Casi paralelamente al debate sobre el Estatuto, el Gobierno español impulsaba la ley del matrimonio entre personas del mismo género. Sorprendentemente, en una sociedad tradicionalmente homófoba donde los gays siguen estando socialmente discriminados, el debate no tuvo apenas eco. En este caso, la ley era clara, concisa y coherente. Si la comparamos con el Estatuto catalán, la ley no traía manual de instrucciones para su traducción al español verdadero. El caso es que, a falta de cambios estructurales en la realidad social española, la traducción existe y es, más o menos la siguiente: «El nuevo Código Civil, recogiendo el sentimiento y la voluntad de la comunidad homosexual de España y basándose en los principios del liberalismo, ha definido de forma ampliamente mayoritaria a la unión entre personas del mismo sexo como matrimonio. Diga lo que diga la ley, la mayoría de los españoles considera que los maricas y las bolleras andan sueltos».

El verdadero problema es que lo realmente «invertido» en este Estado es la cultura política española, que sigue siendo incapaz de regenerarse en términos políticos y sociales. Modifican las leyes, inventan nuevos términos, pero éstos no generan un verdadero cambio social. Esto vale por igual para la comunidad homosexual española y para las «nacionalidades». Para la mayoría de los españoles los independentistas vascos y, más en general, los vascos somos unos invertidos, algo antinatural, unos depravados o algo peor. Creo que, en este sentido, Euskal Herria es una nación gay por antonomasia.

No quiero frivolizar. Tampoco quiero herir los sentimientos de la gente que ha sido miembro del movimiento gay en Euskal Herria durante las últimas décadas. Siendo sincero, los sentimientos de las personas cuyo objetivo en la vida es que los case un concejal del PP o el Obispo de Pamplona y Tudela me son totalmente ajenos. La lucha por los derechos sociales y nacionales de la comunidad gay han aportado, ante todo, un cambio positivo en nuestra cultura política. Ese cambio no es, sin duda, ni lo suficientemente sincero ni lo suficientemente profundo. Pero es parte de la diferencia entre nuestra cultura política y la del resto del Estado (no sólo la española, también, por ejemplo, la catalana).

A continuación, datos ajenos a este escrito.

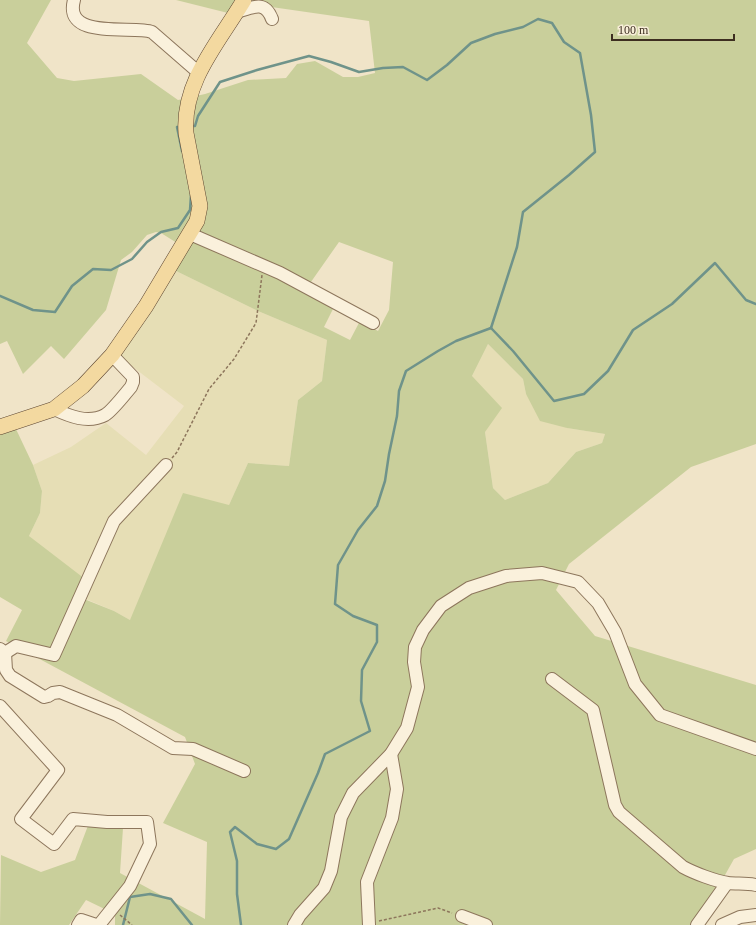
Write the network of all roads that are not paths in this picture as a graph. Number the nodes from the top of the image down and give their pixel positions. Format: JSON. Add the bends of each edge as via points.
{"nodes":[{"id":1,"x":74,"y":0,"type":"edge"},
{"id":2,"x":240,"y":6,"type":"edge"},
{"id":3,"x":272,"y":19,"type":"dead end"},
{"id":4,"x":198,"y":72,"type":"junction"},
{"id":5,"x":190,"y":234,"type":"junction"},
{"id":6,"x":373,"y":323,"type":"dead end"},
{"id":7,"x":112,"y":355,"type":"junction"},
{"id":8,"x":54,"y":409,"type":"junction"},
{"id":9,"x":0,"y":427,"type":"edge"},
{"id":10,"x":166,"y":465,"type":"road end"},
{"id":11,"x":2,"y":658,"type":"edge"},
{"id":12,"x":552,"y":679,"type":"dead end"},
{"id":13,"x":0,"y":706,"type":"edge"},
{"id":14,"x":756,"y":748,"type":"edge"},
{"id":15,"x":391,"y":754,"type":"junction"},
{"id":16,"x":244,"y":771,"type":"dead end"},
{"id":17,"x":727,"y":882,"type":"junction"},
{"id":18,"x":756,"y":885,"type":"edge"},
{"id":19,"x":756,"y":915,"type":"edge"},
{"id":20,"x":462,"y":916,"type":"road end"},
{"id":21,"x":369,"y":924,"type":"edge"},
{"id":22,"x":78,"y":925,"type":"edge"},
{"id":23,"x":96,"y":925,"type":"edge"},
{"id":24,"x":99,"y":925,"type":"edge"},
{"id":25,"x":294,"y":925,"type":"edge"},
{"id":26,"x":486,"y":925,"type":"edge"},
{"id":27,"x":697,"y":925,"type":"edge"},
{"id":28,"x":722,"y":925,"type":"edge"}],
"edges":[{"from":1,"to":4,"type":"street","via":[[73,12],[81,23],[109,30],[152,32]]},
{"from":2,"to":3,"type":"street","via":[[263,6],[269,10]]},
{"from":2,"to":4,"type":"main road"},
{"from":4,"to":5,"type":"main road","via":[[189,96],[186,128],[200,206],[197,221]]},
{"from":5,"to":6,"type":"street","via":[[280,273]]},
{"from":5,"to":7,"type":"main road","via":[[146,306]]},
{"from":7,"to":8,"type":"main road","via":[[83,386]]},
{"from":7,"to":8,"type":"street","via":[[133,377],[133,382],[106,414],[85,419]]},
{"from":8,"to":9,"type":"main road"},
{"from":10,"to":11,"type":"street","via":[[114,521],[54,655],[16,646]]},
{"from":11,"to":16,"type":"street","via":[[10,676],[44,697],[60,692],[117,716],[173,748],[193,749]]},
{"from":12,"to":17,"type":"street","via":[[593,710],[615,805],[619,812],[683,867]]},
{"from":13,"to":24,"type":"street","via":[[58,770],[21,819],[54,844],[73,819],[148,822],[150,844],[130,886]]},
{"from":14,"to":15,"type":"street","via":[[660,715],[635,684],[615,632],[598,603],[578,582],[542,573],[506,576],[469,588],[441,606],[423,630],[415,647],[414,662],[418,687],[407,728]]},
{"from":15,"to":21,"type":"street","via":[[397,789],[392,818],[367,882]]},
{"from":15,"to":25,"type":"street","via":[[353,793],[341,817],[331,871],[324,888]]},
{"from":17,"to":18,"type":"street"},
{"from":17,"to":27,"type":"street"},
{"from":19,"to":28,"type":"street","via":[[740,917]]},
{"from":20,"to":26,"type":"street"},
{"from":22,"to":23,"type":"street","via":[[81,920]]}]}
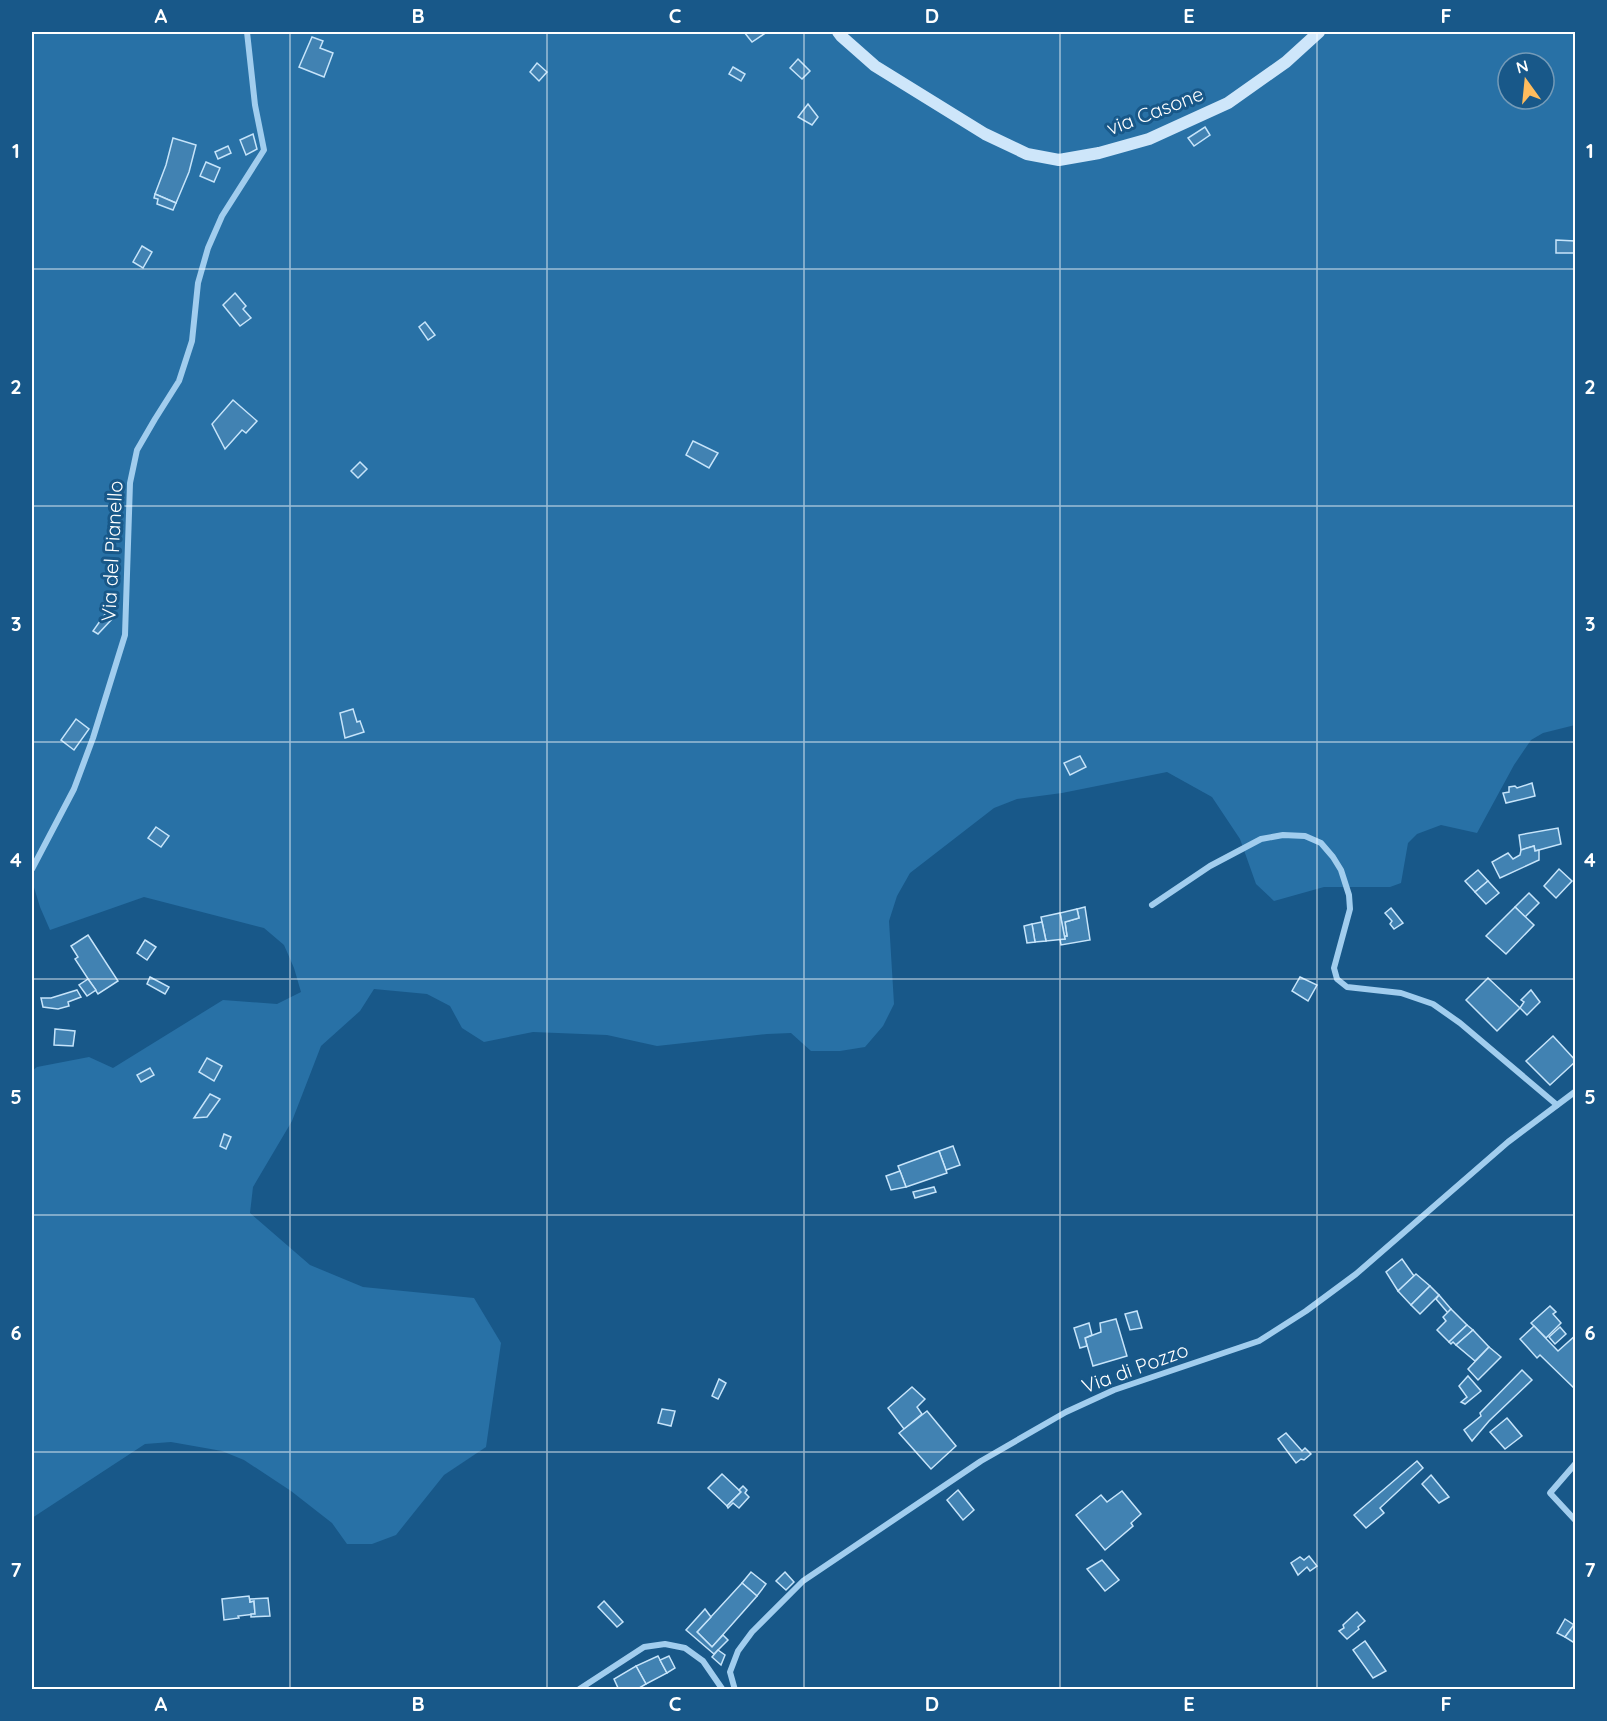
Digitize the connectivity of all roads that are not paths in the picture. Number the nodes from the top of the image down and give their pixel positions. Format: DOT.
graph roads {
  1 [pos="247,32"];
  2 [pos="838,32"];
  3 [pos="1319,32"];
  4 [pos="32,869"];
  5 [pos="1152,905"];
  6 [pos="1575,1091"];
  7 [pos="1557,1105"];
  8 [pos="1575,1463"];
  9 [pos="1575,1521"];
  10 [pos="578,1689"];
  11 [pos="723,1689"];
  12 [pos="735,1689"];
  1 -- 4 [label="street, Via del Pianello"];
  2 -- 3 [label="street, via Casone"];
  5 -- 7 [label="street"];
  6 -- 7 [label="street, Via di Pozzo"];
  7 -- 12 [label="street, Via di Pozzo"];
  8 -- 9 [label="street"];
  10 -- 11 [label="street"];
}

Sean naciones o no lo sean, todas las comunidades tienen el derecho a ser tratadas con respeto, en pie de igualdad, a no ser discriminadas, a defenderse y a reivindicarse. En definitiva, a desarrollarse como comunidad. No todas las comunidades tienen por qué aspirar a los mismos objetivos políticos, ni por qué luchar por los mismos derechos. No pienso que esa perspectiva sirva por igual para todo tipo de comunidad.

En el caso del conflicto vasco, el proceso se desbloqueará definitivamente cuando el Estado español reconozca a la otra parte como tal. También ayudaría que algunos de nuestros compatriotas salgan del «armario competencial» y luchen por los derechos de todos, en vez de priorizar siempre sus intereses privados. Al fin y al cabo, los vascos sólo pedimos lo que Zapatero considera «de ley» para los homosexuales. Su defensa en el Congreso de la reforma del Código Civil resume esa idea: «Hoy la sociedad española da una respuesta a un grupo de personas que durante años han sido humilladas, cuyos derechos han sido ignorados, cuya dignidad ha sido ofendida, su identidad negada y su libertad reprimida. Hoy la sociedad española les devuelve el respeto que merecen, reconoce sus derechos, restaura su dignidad, afirma su identidad y restituye su libertad».